Up until two weeks ago I had never heard of Circassia. With the approaching Olympic Winter Games in Sochi, Russia stories about Circassia have emerged. Dutch journalist, Jelle Brandt Corstius, presents a 6 episodes documentary about De Bergen achter Sotsji (The hills behind Sochi). This documentary shows six areas in the Caucasus region, located behind Sochi where the time seems to lay still with or without the Winter Olympic Games.
Circassians: A Great Nation. A Great History” is the motto of the “Shapsughia” Ensemble for the Sochi Winter Olympics.
The first episode aired two weeks ago. It was about Circassia and Circassian people. It was in 1863 when Russia deported hunderdthousands of Circassians after years of war in that region. Most Circassians landed in North of Turkey. From there they spreaded to Syria, Jordan, Germany, Libia, Irak. Until today there live approximately 5 million Circassians and their descents in Turkey. Nowadays they form one of the biggest minorities there.
In Wikipedia and many sites supported by Circassian diaspora this deportation is also described as an ethnic cleansing. Circassians require this to be officially acknowledged as a genocide. Such term, politics and military matters are inseparable when talking about Russia and the former Soviet Union with its states but I won’t go any further as my knowledge is quite limited.
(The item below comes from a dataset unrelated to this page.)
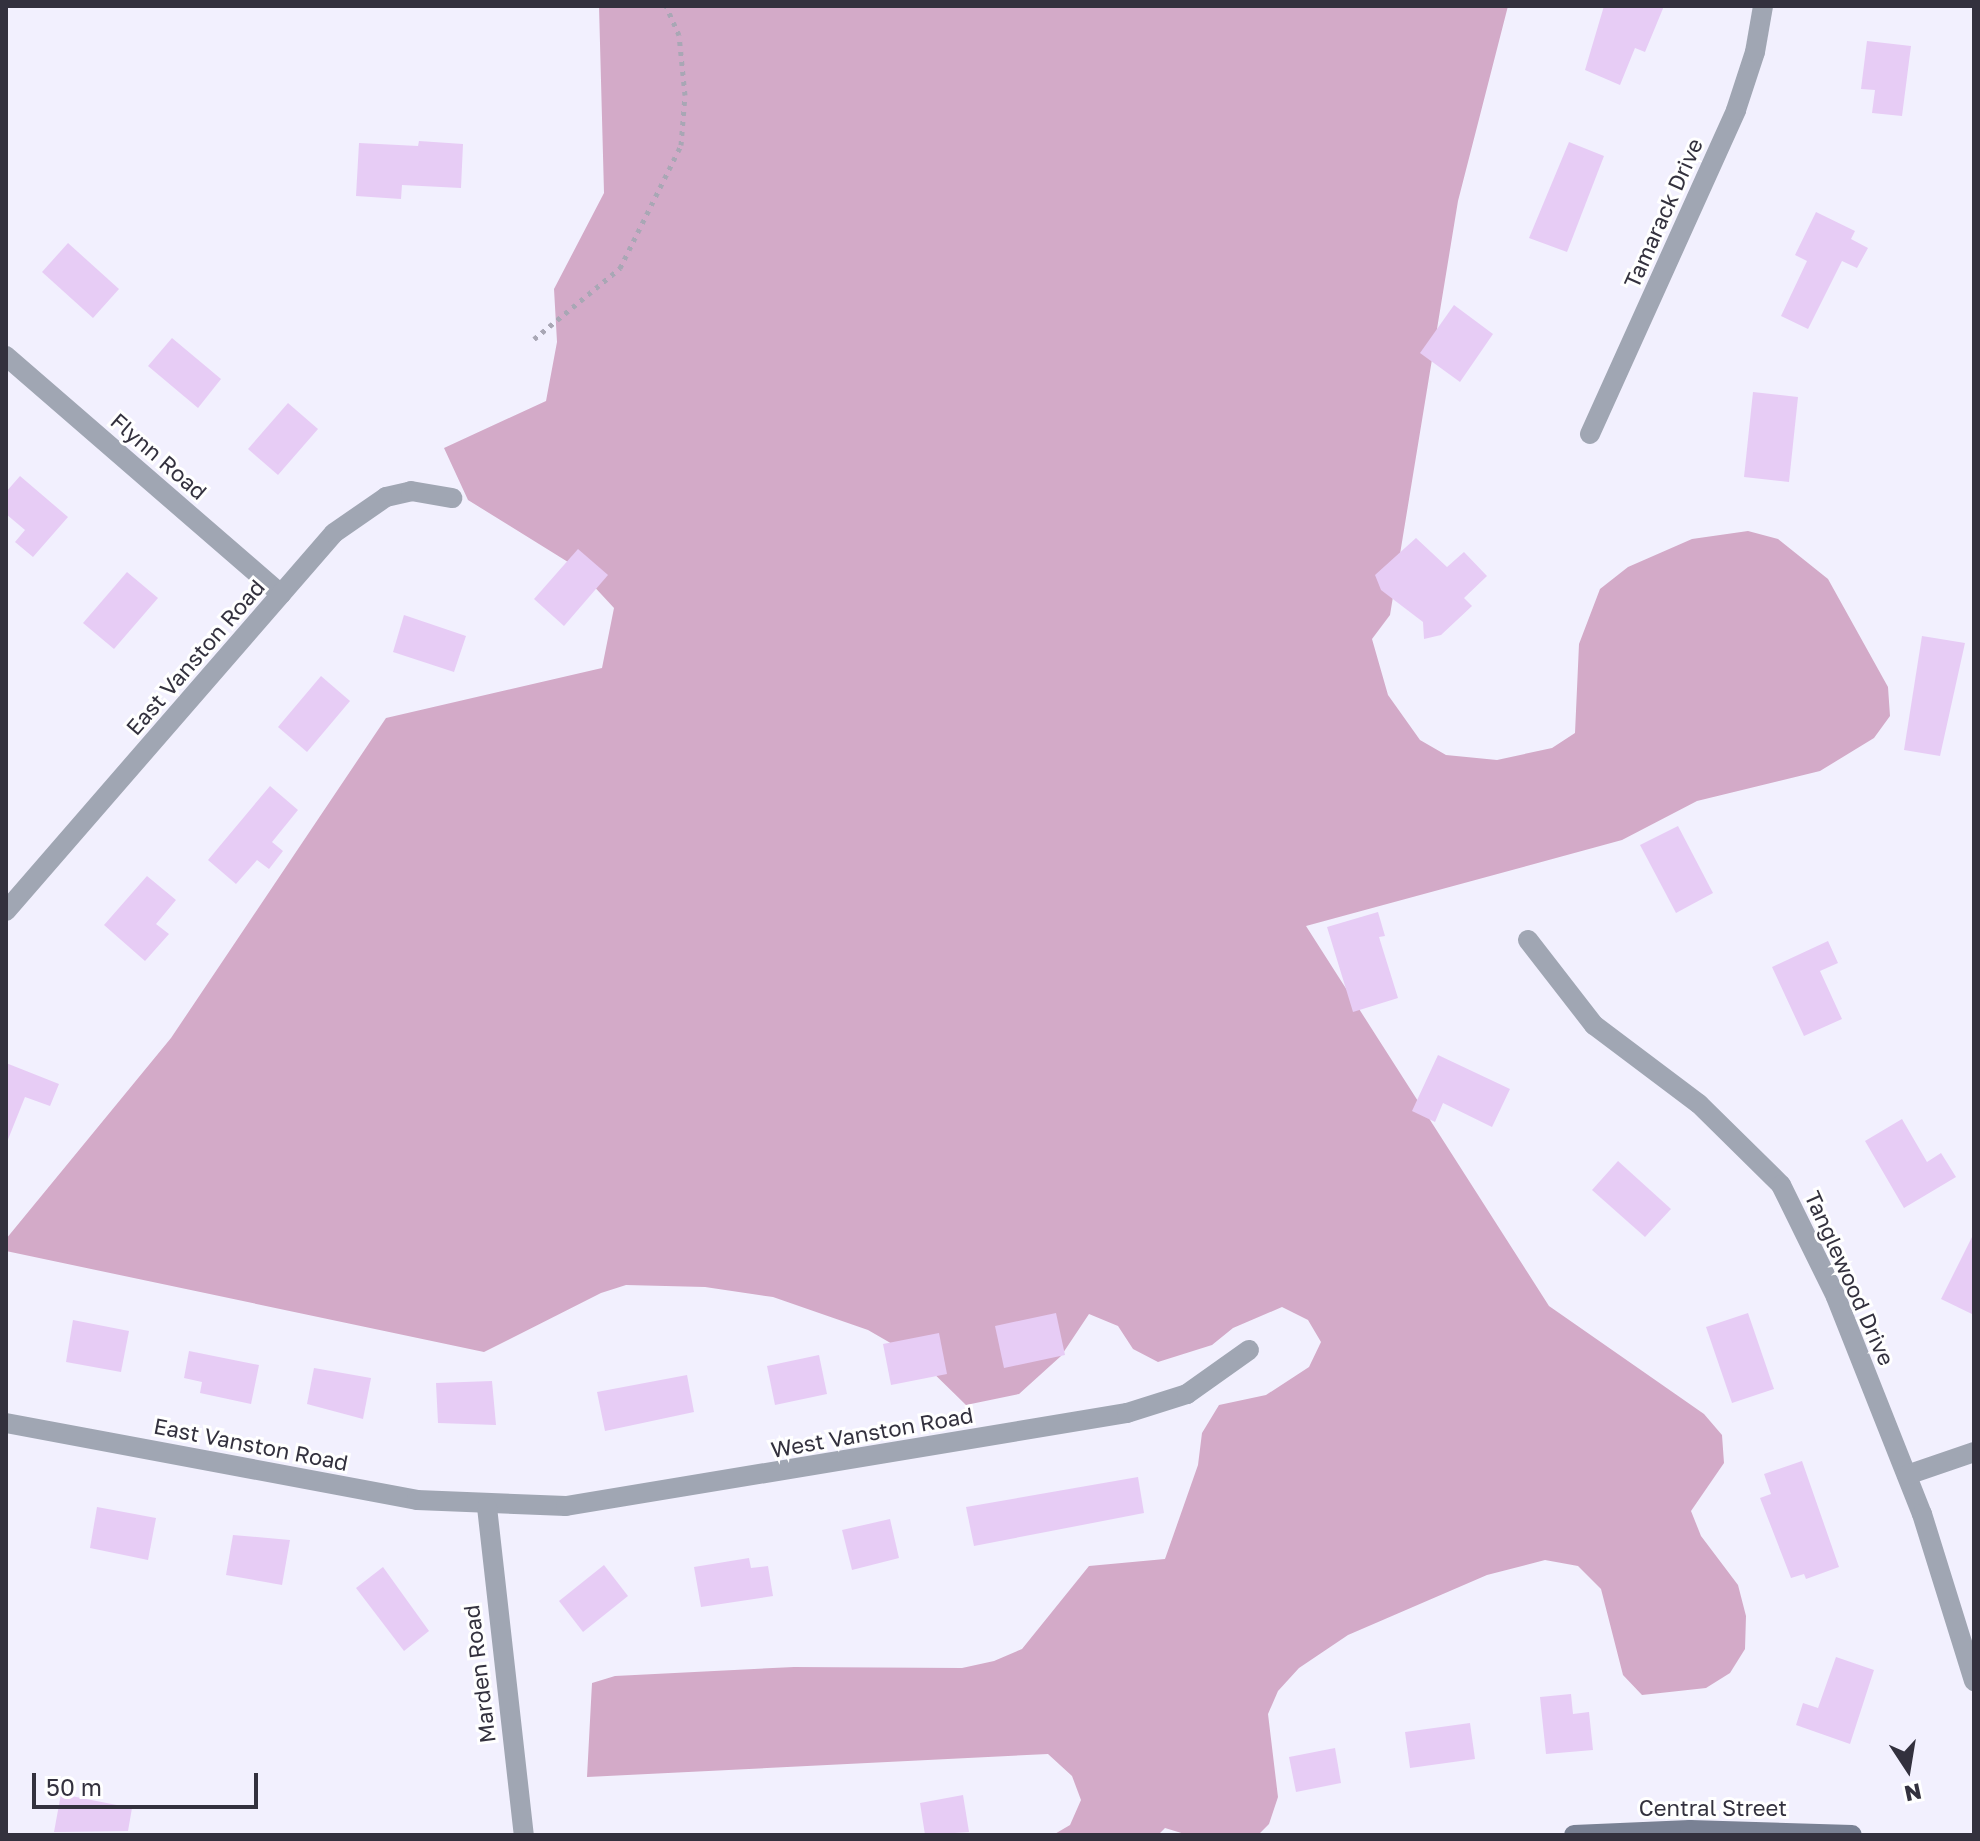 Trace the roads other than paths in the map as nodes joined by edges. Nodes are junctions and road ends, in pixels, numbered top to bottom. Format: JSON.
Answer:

What makes the documentary interesting is the human interest side. Brandt Corstius had worked for a couple of years as a correspondent in Moscow. He speaks Russian fluently. He engages easily in conversations with the people. He visited a refugee camp where descents of Circassians from Syria live. They fled Syria due to unstable situation there.
It is intriguing to see how the Circassian Syrians youngsters are struggling learning the language while their parents still speak it fluently. I see it as a struggle because there are two main languages, Kabardian and Adyghe. These languages are two of the oldest languages in the world. Kabardian alphabet has 72 letters! Within Kabardian an Adyghe there are a number of various dialects also. It seems fairly complicated to me.
This picture is taken from South China Morning Post.
Sochi is the place to be
Sochi is a favorite holiday destination for Soviet leaders. Stalin’s datcha (second home) is still standing there. Putin and Medvedev come to Sochi often for sea, sun and ski. For ordinary folk Sochi offers sanatoriums, wide boulevards and leisure.
Due to its comfortable climate, jobs and strategic location Sochi has always been a melting pot, filled with people from Chechnya, Dagestan, Abkhazia, Georgia, Armenia and Azeria.
Above all Sochi is actually a land of Circassia. The almost forgotten nation.